Data provided section start

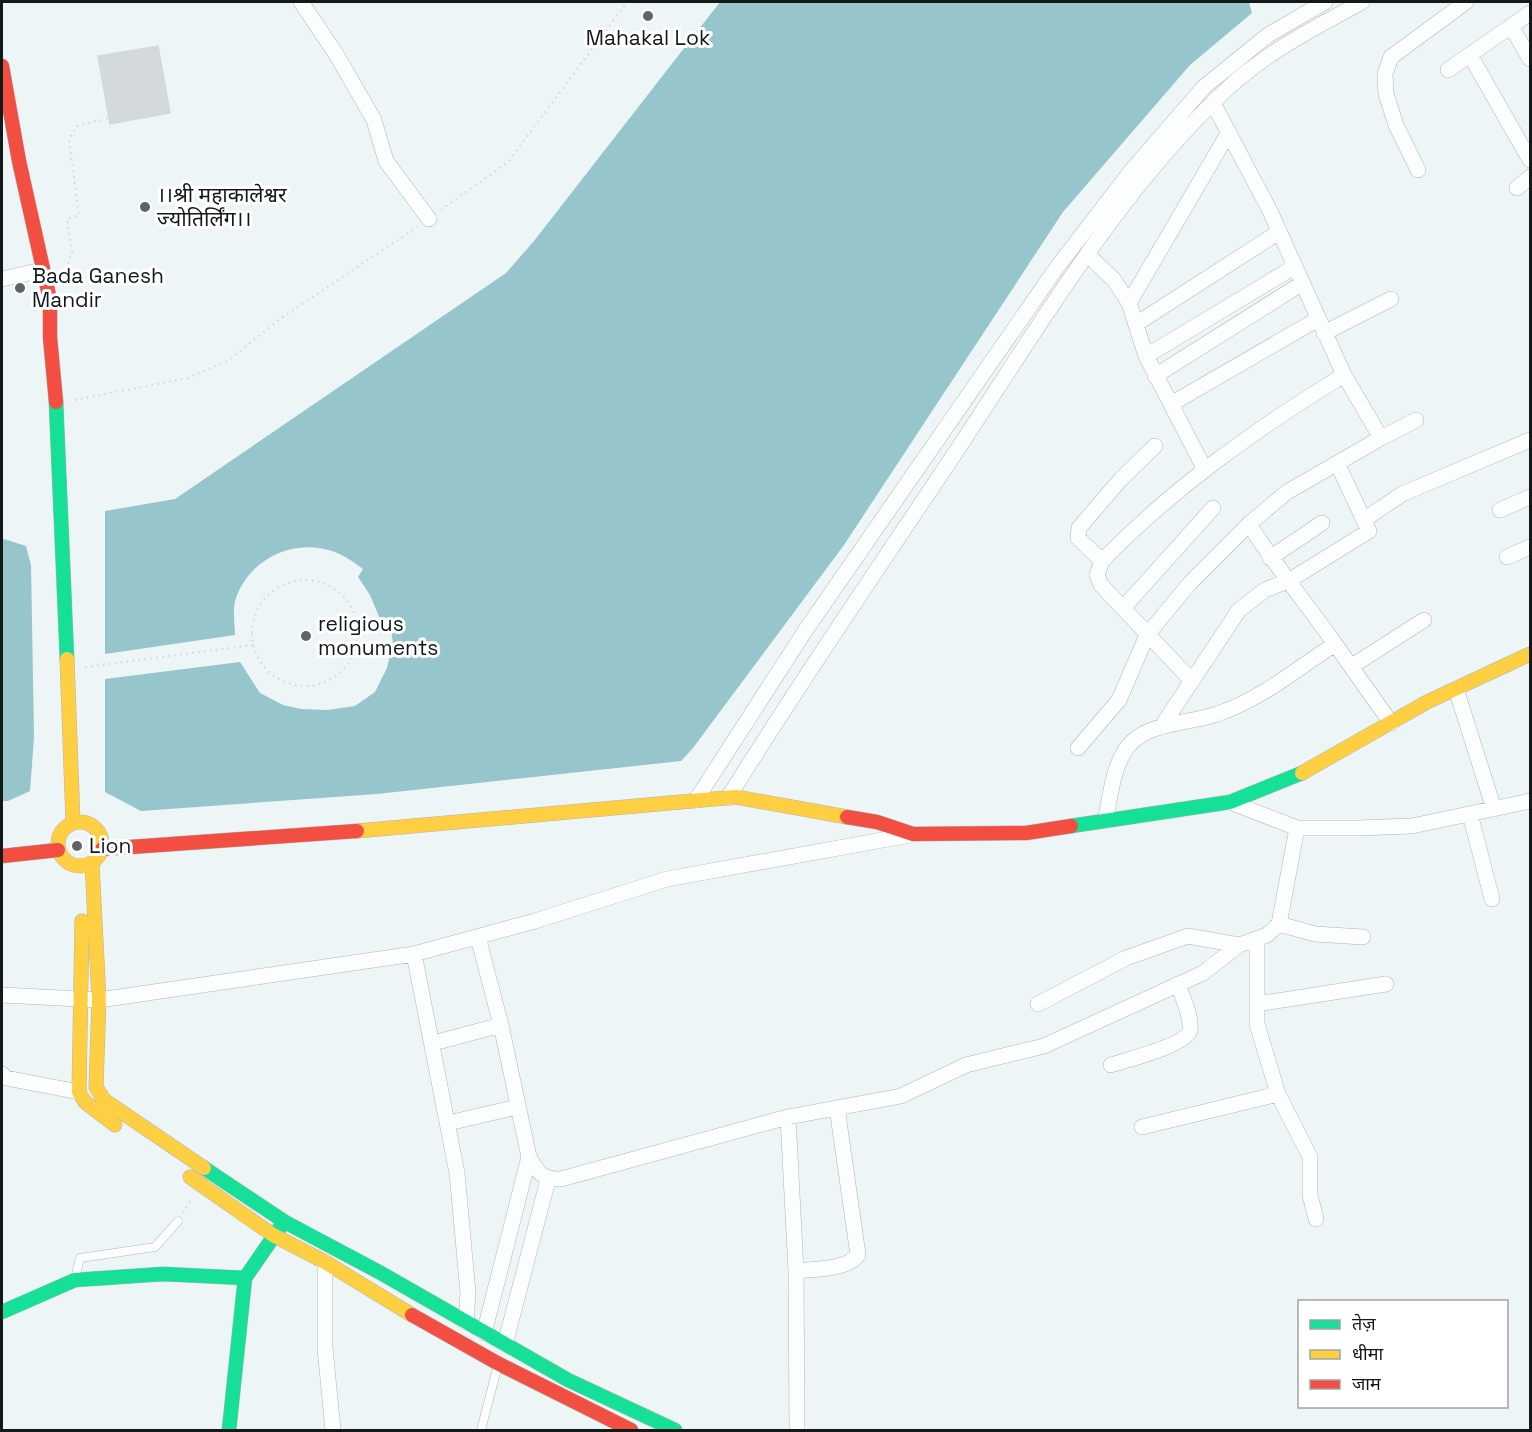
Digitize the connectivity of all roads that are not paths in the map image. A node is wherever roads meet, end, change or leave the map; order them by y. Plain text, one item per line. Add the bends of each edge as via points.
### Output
1 (301, 2) edge
2 (1326, 2) edge
3 (1362, 2) edge
4 (1466, 2) edge
5 (1530, 13) edge
6 (1511, 26) junction
7 (1470, 55) junction
8 (1530, 59) edge
9 (2, 66) edge
10 (1448, 69) dead end
11 (1213, 103) junction
12 (1229, 132) junction
13 (1530, 160) edge
14 (1418, 170) dead end
15 (1530, 177) edge
16 (1517, 188) dead end
17 (429, 219) road end
18 (1279, 232) junction
19 (1088, 255) junction
20 (1294, 267) junction
21 (44, 274) junction
22 (2, 279) edge
23 (1301, 284) junction
24 (1391, 299) dead end
25 (1129, 303) junction
26 (1136, 324) junction
27 (1321, 326) junction
28 (1146, 356) junction
29 (1344, 375) junction
30 (1155, 376) junction
31 (975, 385) junction
32 (992, 398) junction
33 (1172, 404) junction
34 (1416, 420) dead end
35 (1381, 438) junction
36 (1530, 441) edge
37 (1155, 446) dead end
38 (1337, 462) junction
39 (1204, 468) junction
40 (1530, 497) edge
41 (1213, 508) dead end
42 (1500, 510) dead end
43 (1365, 519) junction
44 (1322, 523) dead end
45 (1249, 524) junction
46 (1530, 547) edge
47 (1507, 556) dead end
48 (1270, 558) junction
49 (1102, 561) junction
50 (1290, 580) junction
51 (1124, 607) junction
52 (1424, 620) dead end
53 (1147, 635) junction
54 (1335, 644) junction
55 (1530, 654) edge
56 (1352, 666) junction
57 (1192, 681) junction
58 (1456, 689) junction
59 (1391, 723) junction
60 (1162, 726) junction
61 (1078, 748) dead end
62 (728, 798) junction
63 (696, 800) junction
64 (1530, 801) edge
65 (1230, 802) junction
66 (1494, 809) junction
67 (1470, 814) junction
68 (1104, 821) junction
69 (73, 822) junction
70 (1297, 828) junction
71 (913, 834) junction
72 (102, 849) junction
73 (58, 850) junction
74 (2, 856) edge
75 (86, 865) junction
76 (1492, 899) dead end
77 (1279, 924) junction
78 (478, 937) junction
79 (1363, 937) dead end
80 (1257, 940) junction
81 (1239, 945) junction
82 (414, 954) junction
83 (1178, 984) junction
84 (1386, 984) dead end
85 (2, 995) edge
86 (82, 1000) junction
87 (99, 1000) junction
88 (1038, 1004) dead end
89 (1257, 1004) junction
90 (501, 1025) junction
91 (441, 1041) dead end
92 (1111, 1065) dead end
93 (2, 1074) edge
94 (79, 1092) junction
95 (1278, 1094) junction
96 (517, 1107) junction
97 (837, 1108) junction
98 (788, 1117) junction
99 (457, 1121) dead end
100 (1142, 1127) dead end
101 (123, 1131) dead end
102 (529, 1157) junction
103 (182, 1171) dead end
104 (548, 1180) junction
105 (1316, 1219) dead end
106 (178, 1221) road end
107 (285, 1222) junction
108 (273, 1235) junction
109 (325, 1262) junction
110 (796, 1271) junction
111 (246, 1278) junction
112 (75, 1280) junction
113 (2, 1312) edge
114 (466, 1322) junction
115 (494, 1338) junction
116 (483, 1355) junction
117 (499, 1364) junction
118 (584, 1388) junction
119 (576, 1402) junction
120 (229, 1431) edge
121 (333, 1431) edge
122 (481, 1431) edge
123 (631, 1431) edge
124 (675, 1431) edge
125 (797, 1431) edge

1 - 17 street via 374,120 386,161
2 - 31 street via 1268,35 1204,87 1131,171 1055,270
3 - 11 street via 1290,42
4 - 14 street via 1390,57 1385,74 1386,94 1396,125
5 - 6 street
6 - 7 street
6 - 8 street
7 - 10 street
7 - 13 street
9 - 21 street
11 - 12 street
11 - 19 street via 1146,176
12 - 18 street
12 - 25 street
15 - 16 street
18 - 20 street
18 - 26 street
19 - 25 street via 1114,280
19 - 32 street
20 - 23 street
20 - 28 street
21 - 22 street
21 - 69 street via 50,300 56,398
23 - 27 street
23 - 30 street
24 - 27 street
25 - 26 street
26 - 28 street
27 - 29 street
27 - 33 street
28 - 30 street
29 - 35 street
29 - 39 street
30 - 33 street
31 - 32 street
31 - 63 street via 806,631
32 - 62 street via 777,718
33 - 39 street
34 - 35 street
35 - 38 street
36 - 43 street via 1402,494
37 - 49 street via 1079,528 1078,538
38 - 43 street
38 - 45 street via 1287,492
39 - 49 street
40 - 42 street
41 - 51 street
43 - 50 street via 1370,528 1367,534
44 - 48 street
45 - 48 street
45 - 53 street via 1190,583
46 - 47 street
48 - 50 street
49 - 51 street via 1097,575 1101,585
50 - 54 street
50 - 57 street via 1265,590 1239,610
51 - 53 street
52 - 56 street
53 - 57 street
53 - 61 street via 1119,700
54 - 56 street
54 - 60 street via 1263,692 1218,714
55 - 58 street
56 - 59 street
57 - 60 street
58 - 59 street
58 - 66 street
59 - 65 street via 1305,772
60 - 68 street via 1142,734 1123,753
62 - 63 street
62 - 71 street via 877,822
63 - 72 street via 448,824
64 - 66 street
65 - 68 street
65 - 70 street
66 - 67 street
67 - 70 street via 1412,826
67 - 76 street
68 - 71 street via 1026,833
69 - 72 street via 82,821 96,829
69 - 73 street via 59,834
70 - 77 street
71 - 78 street via 667,879
72 - 75 street
73 - 74 street
73 - 75 street via 70,865
75 - 86 street
75 - 87 street
77 - 79 street via 1315,934
77 - 80 street
78 - 82 street
78 - 90 street
80 - 81 street
80 - 89 street
81 - 83 street via 1219,963
81 - 88 street via 1188,936 1126,958
82 - 87 street
82 - 114 street via 457,1173 468,1293
83 - 92 street via 1189,1019 1187,1036
83 - 97 street via 1044,1047 966,1065 901,1096
84 - 89 street
85 - 86 street
86 - 87 street
86 - 94 street
87 - 107 street via 96,1087 104,1100
89 - 95 street via 1257,1024
90 - 91 street
90 - 96 street
93 - 94 street
94 - 101 street via 94,1110
95 - 100 street
95 - 105 street via 1310,1157 1310,1195
96 - 99 street
96 - 102 street
97 - 98 street
97 - 110 street via 858,1255 845,1264
98 - 104 street
98 - 110 street
102 - 104 street via 538,1174
102 - 115 street
103 - 108 street
104 - 115 street
106 - 112 lane via 155,1247 80,1258
107 - 108 street
107 - 114 street
108 - 109 street
108 - 111 street
109 - 116 street
109 - 121 street via 325,1348
110 - 125 street
111 - 112 street via 162,1274
111 - 120 street
112 - 113 street
114 - 115 street
115 - 116 street
115 - 118 street
116 - 117 street
117 - 119 street
117 - 122 lane
118 - 119 street
118 - 124 street
119 - 123 street

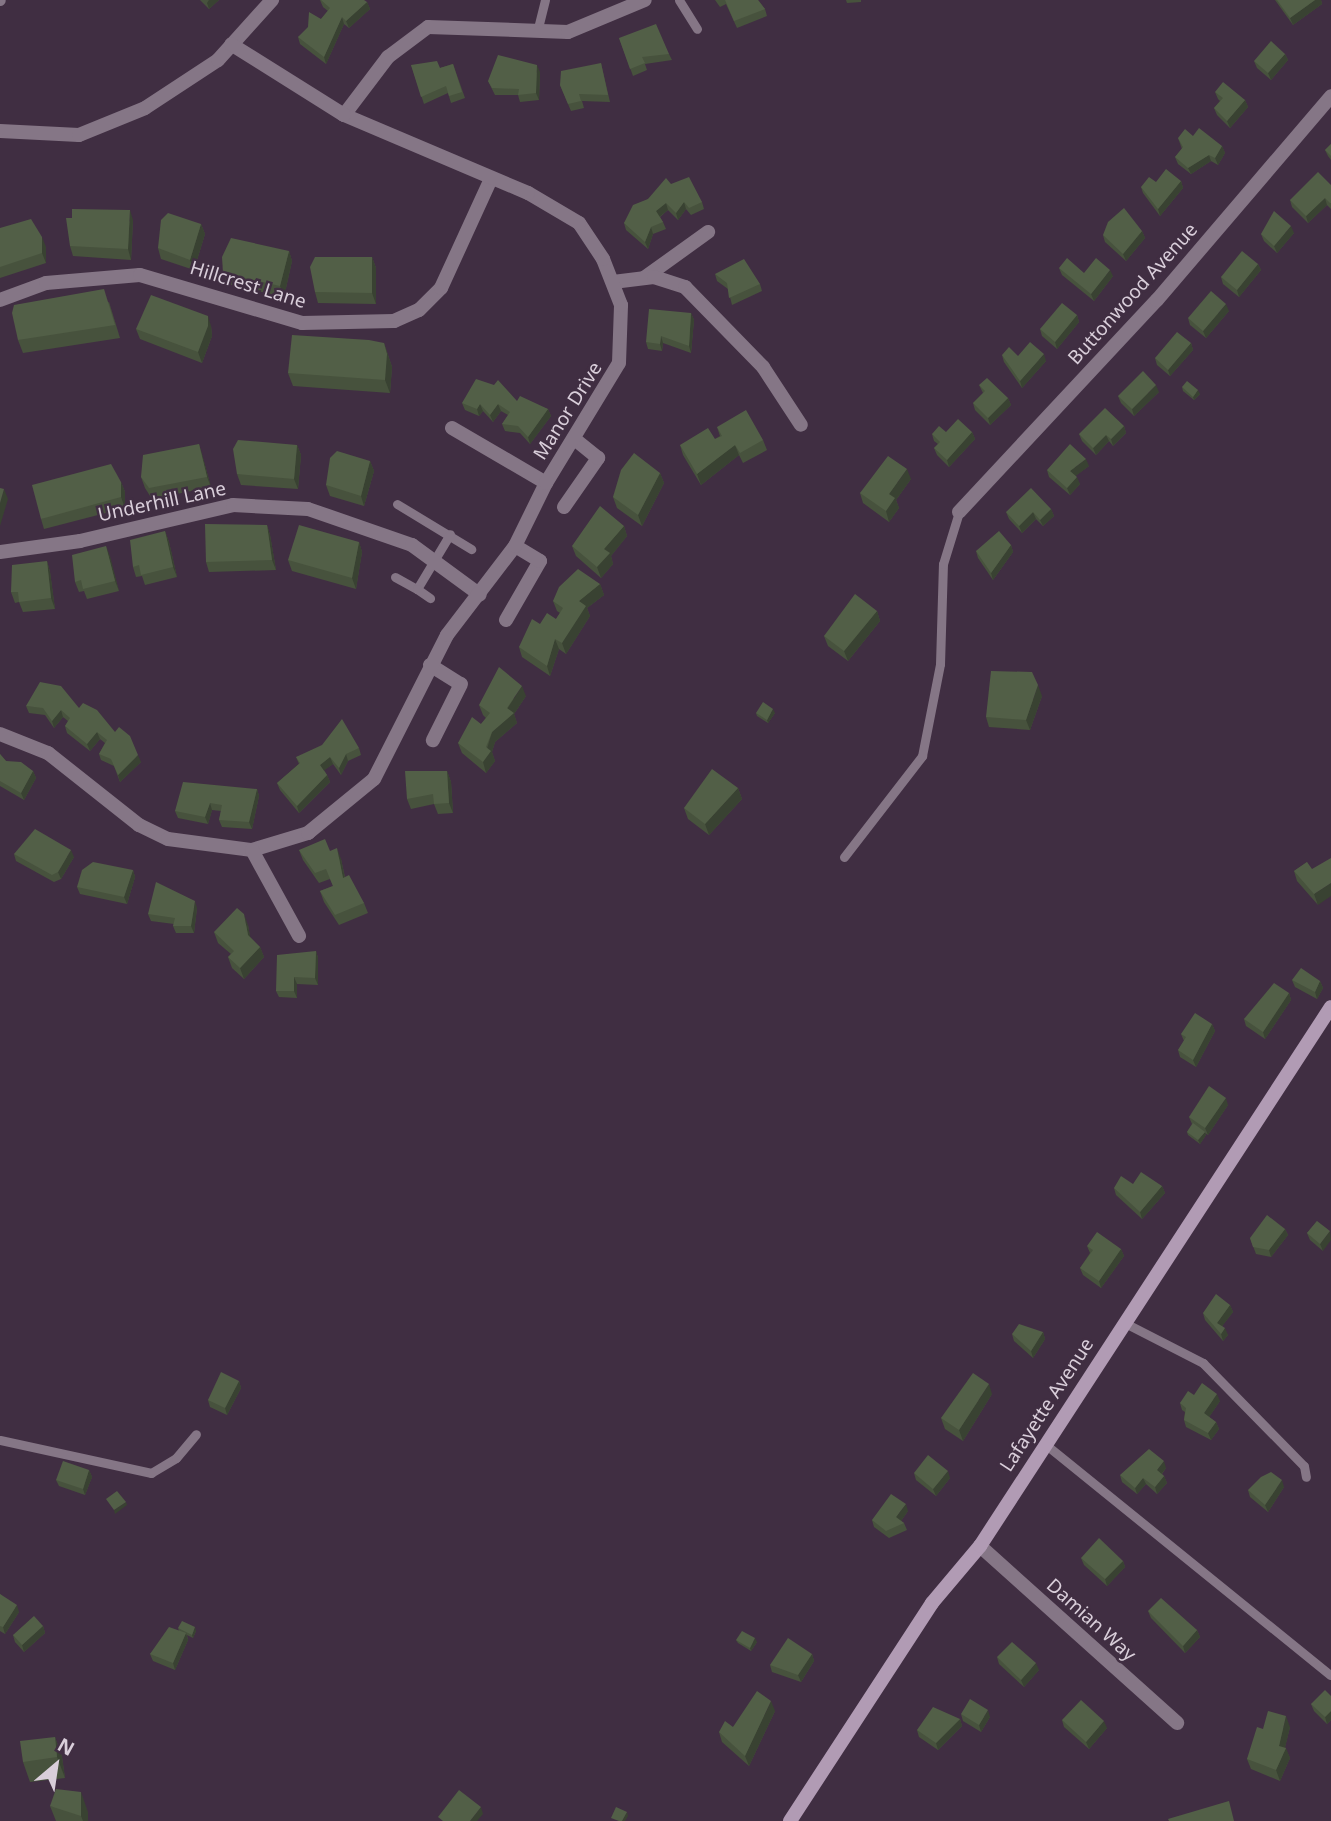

Data provided section end

Make a copy of each line in the records that has the word "lane".

▸ **Solution to this task**
106 - 112 lane via 155,1247 80,1258
117 - 122 lane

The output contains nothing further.